Como ser uma pessoa anticapacitista, aliada da inclusão?
Diante disso, o que podemos fazer para ser uma pessoa aliada da pessoa com deficiência? São quatro atitudes que realmente mudam e transformam comportamentos:
- Assumir nosso capacitismo: não existe capacitismo zero e é preciso aceitar que você está em desconstrução, porém sem se acomodar nessa justificativa. É para encarar de fato essa transformação. Continuar a buscar informação e manter-se na posição de humildade para esse aprendizado constante.
- Buscar a convivência de forma intencional: lembrar da intencionalidade. Convidar pessoas com deficiência do seu trabalho para aquele café, para ‘bater papo’. Temos travas espontâneas para não fazer isso. Identificar esses ‘desconfortos’ é o primeiro passo para superá-los.

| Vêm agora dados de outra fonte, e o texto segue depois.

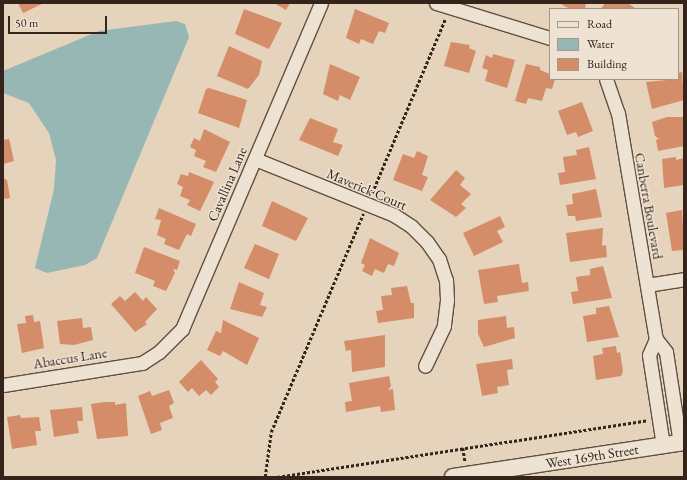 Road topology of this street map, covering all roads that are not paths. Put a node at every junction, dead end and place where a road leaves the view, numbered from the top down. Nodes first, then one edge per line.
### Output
1 (321, 3) edge
2 (436, 3) edge
3 (549, 38) edge
4 (606, 80) edge
5 (255, 159) junction
6 (684, 279) edge
7 (647, 285) junction
8 (656, 339) junction
9 (142, 362) joint
10 (425, 366) dead end
11 (3, 385) edge
12 (682, 442) edge
13 (663, 445) junction
14 (453, 477) edge

1 - 5 street, Cavallina Lane
2 - 3 street
4 - 7 street, Canberra Boulevard
5 - 9 street, Cavallina Lane
5 - 10 street, Maverick Court
6 - 7 street
7 - 8 street, Canberra Boulevard
8 - 12 street, Canberra Boulevard
8 - 13 street, Canberra Boulevard
9 - 11 street, Abaccus Lane
12 - 13 street, West 169th Street
13 - 14 street, West 169th Street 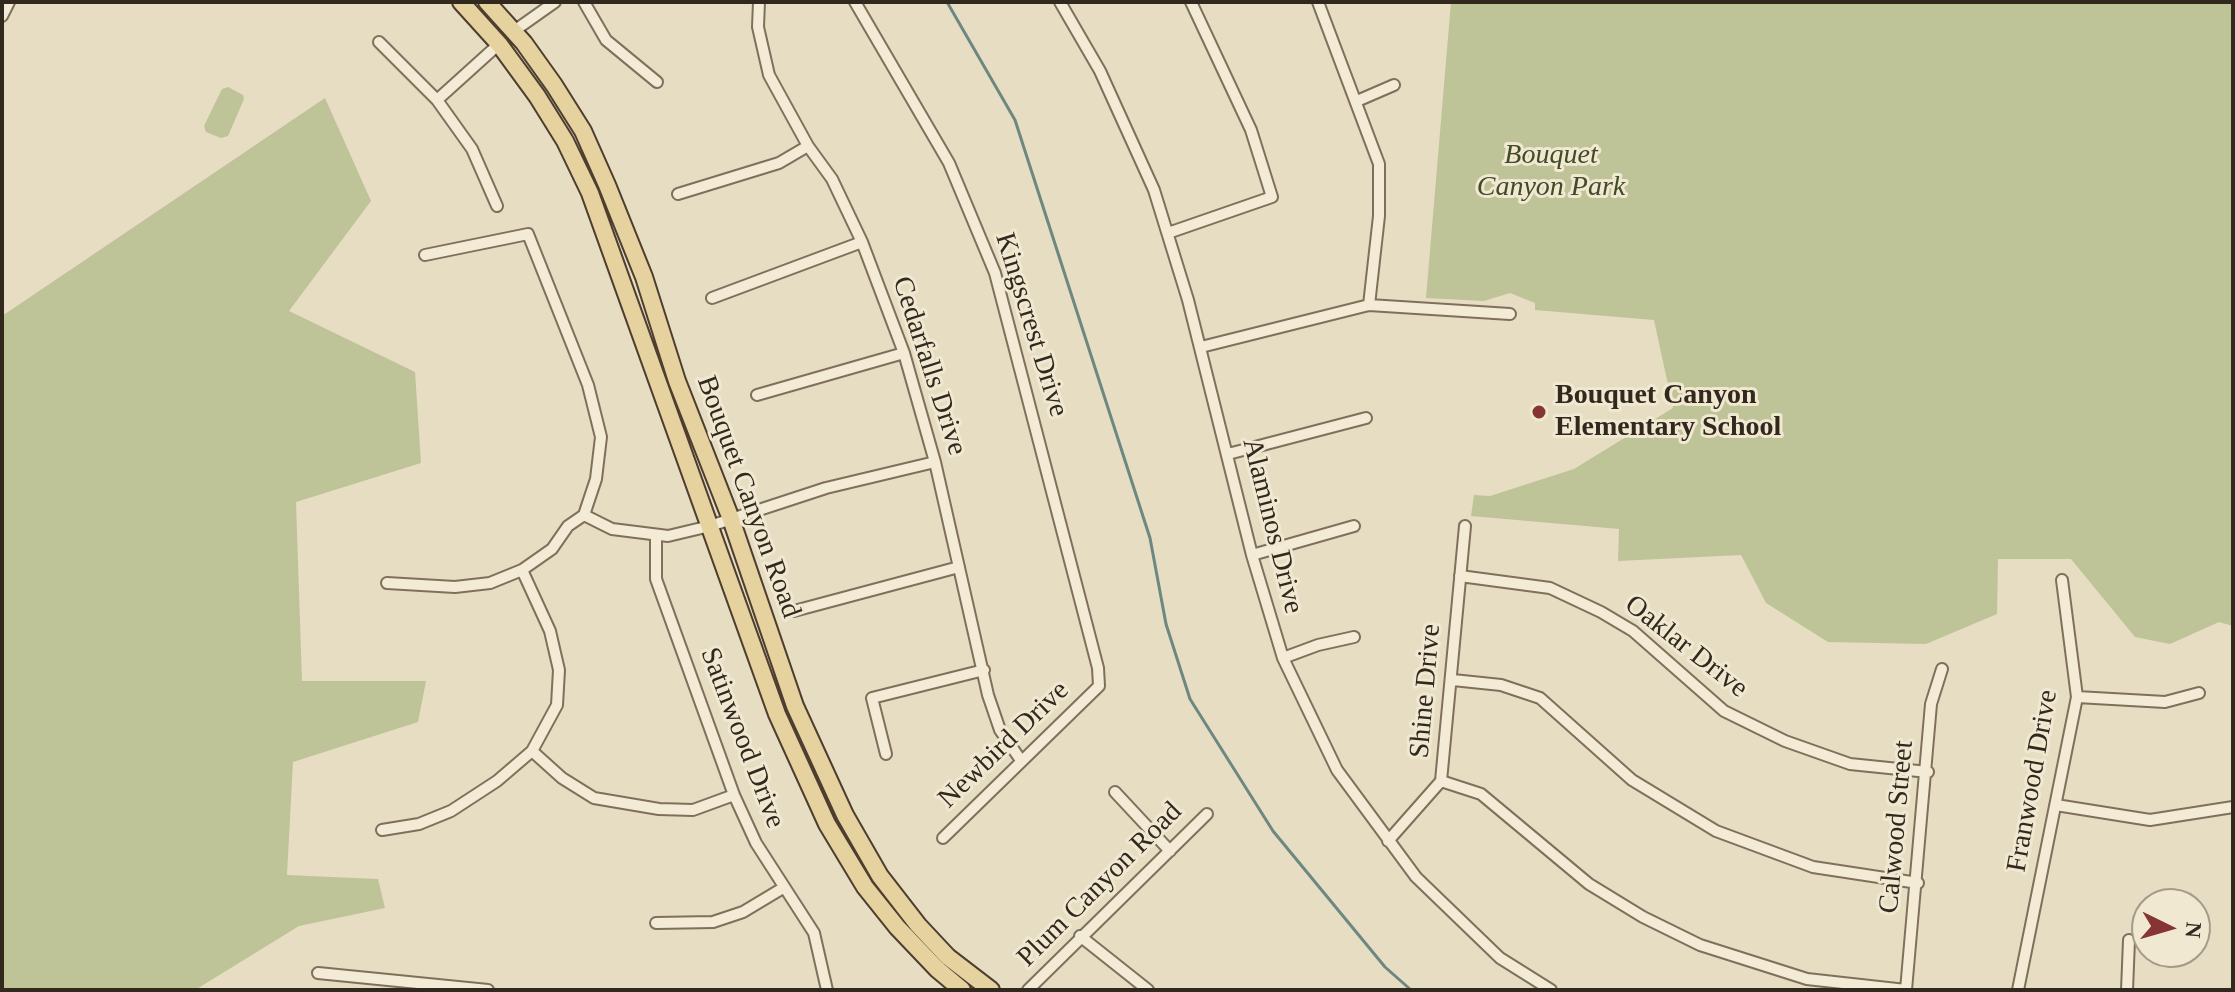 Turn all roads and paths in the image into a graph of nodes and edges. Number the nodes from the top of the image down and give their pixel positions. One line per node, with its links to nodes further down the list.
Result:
1 (9, 2): 11 (street)
2 (461, 2): 14 (main road, Bouquet Canyon Road)
3 (487, 2): 12 (main road, Bouquet Canyon Road)
4 (555, 2): 12 (street)
5 (584, 2): 15 (street)
6 (759, 2): 19 (street, Cedarfalls Drive)
7 (855, 2): 52 (street, Kingscrest Drive)
8 (1060, 2): 22 (street, Alaminos Drive)
9 (1191, 2): 22 (street)
10 (1318, 2): 18 (street)
11 (2, 16)
12 (514, 31): 14 (main road); 35 (main road, Bouquet Canyon Road)
13 (379, 42): 17 (street)
14 (499, 44): 17 (street); 36 (main road, Bouquet Canyon Road)
15 (657, 82)
16 (1394, 85): 18 (street)
17 (437, 100): 21 (street)
18 (1357, 101): 26 (street)
19 (808, 146): 20 (street); 23 (street, Cedarfalls Drive)
20 (678, 194)
21 (497, 206)
22 (1168, 233): 28 (street, Alaminos Drive)
23 (862, 242): 25 (street); 29 (street, Cedarfalls Drive)
24 (425, 255): 34 (street)
25 (712, 298)
26 (1369, 305): 27 (street); 28 (street)
27 (1510, 314)
28 (1201, 347): 32 (street, Alaminos Drive)
29 (904, 353): 30 (street); 33 (street, Cedarfalls Drive)
30 (757, 395)
31 (1366, 418): 32 (street)
32 (1228, 454): 40 (street, Alaminos Drive)
33 (935, 462): 35 (street); 41 (street, Cedarfalls Drive)
34 (584, 515): 39 (street); 42 (street)
35 (731, 519): 36 (street); 78 (main road, Bouquet Canyon Road)
36 (710, 526): 39 (street); 77 (main road, Bouquet Canyon Road)
37 (1354, 526): 40 (street)
38 (1465, 526): 43 (street, Shine Drive)
39 (656, 537): 61 (street, Satinwood Drive)
40 (1252, 555): 48 (street, Alaminos Drive)
41 (959, 567): 46 (street); 50 (street, Cedarfalls Drive)
42 (522, 570): 45 (street); 55 (street)
43 (1460, 576): 51 (street, Shine Drive); 58 (street, Oaklar Drive)
44 (2062, 580): 54 (street, Franwood Drive)
45 (387, 583)
46 (794, 611)
47 (1354, 637): 48 (street)
48 (1283, 658): 67 (street, Alaminos Drive)
49 (1942, 669): 58 (street, Calwood Street)
50 (984, 670): 56 (street); 57 (street, Cedarfalls Drive)
51 (1453, 680): 59 (street, Shine Drive); 69 (street)
52 (1099, 686): 57 (street, Newbird Drive)
53 (2199, 693): 54 (street)
54 (2077, 697): 62 (street, Franwood Drive)
55 (532, 751): 61 (street); 65 (street)
56 (886, 754)
57 (1020, 759): 66 (street, Newbird Drive)
58 (1928, 772): 69 (street, Calwood Street)
59 (1441, 781): 67 (street, Shine Drive); 82 (street)
60 (1115, 792): 68 (street)
61 (734, 795): 70 (street, Satinwood Drive)
62 (2056, 805): 63 (street); 83 (street, Franwood Drive)
63 (2233, 807)
64 (1207, 814): 68 (street, Plum Canyon Road)
65 (382, 830)
66 (943, 838)
67 (1388, 841): 81 (street, Alaminos Drive)
68 (1170, 851): 72 (street, Plum Canyon Road)
69 (1918, 883): 82 (street, Calwood Street)
70 (783, 888): 71 (street); 76 (street, Satinwood Drive)
71 (656, 923)
72 (1080, 936): 79 (street, Plum Canyon Road); 80 (street)
73 (2129, 940): 84 (street)
74 (318, 973): 75 (street)
75 (488, 990)
76 (827, 990)
77 (962, 990)
78 (991, 990)
79 (1028, 990)
80 (1148, 990)
81 (1551, 990)
82 (1906, 990)
83 (2018, 990)
84 (2127, 990)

- Manter a autovigilância: manter-se no lugar de aprendiz e estar sempre atenta para não reproduzir atitudes ultrapassadas. Quando estiver insegura se pergunte se ainda tem receio de falar sobre o tema, se você já liberou as travas que a impedem de conhecer mais sobre a pessoa com deficiência;
- Adotar postura anticapacitista: nem sempre podemos nos defender de atitudes capacitistas (piadas, apelidos, frases como aquelas citadas no início do texto), por isso precisamos de pessoas aliadas, sem deficiência e com energia para falar por nós nesses momentos, sem nos calar, acolhendo e nos encorajando. Quando você perceber que uma pessoa com deficiência se calou a defenda, acolha e dê a ela a força para se posicionar.
Para repensar padrões
O papel da pessoa aliada não é defender e muito menos negar a deficiência da pessoa. Dizer que alguém nem parece ter deficiência não é ser aliado. É ser capacitista. Essa frase reforça a ideia de que a deficiência desqualifica alguém para um trabalho ou qualquer outra iniciativa. Mais uma vez: com ou sem intenção o capacitismo oprime!
Para incluir use a palavra DICA: Disposição, Informação, Convivência e Atitude. É estar pronto para um investimento de tempo e de dinheiro, e para uma entrega emocional, para se desconstruir capacitista e nesse momento que você vai descobrir o quanto oprimiu pessoas com deficiência ao longo de sua vida. Talvez até vá tentar fugir desse aprendizado, o que vai fazer você cometer os mesmos erros. Não desista da inclusão!
Continue com essa disposição emocional para se construir anticapacitista. É preciso repensar os padrões e lembrar que se a gente não acorda com a intenção de incluir, a gente exclui consequentemente.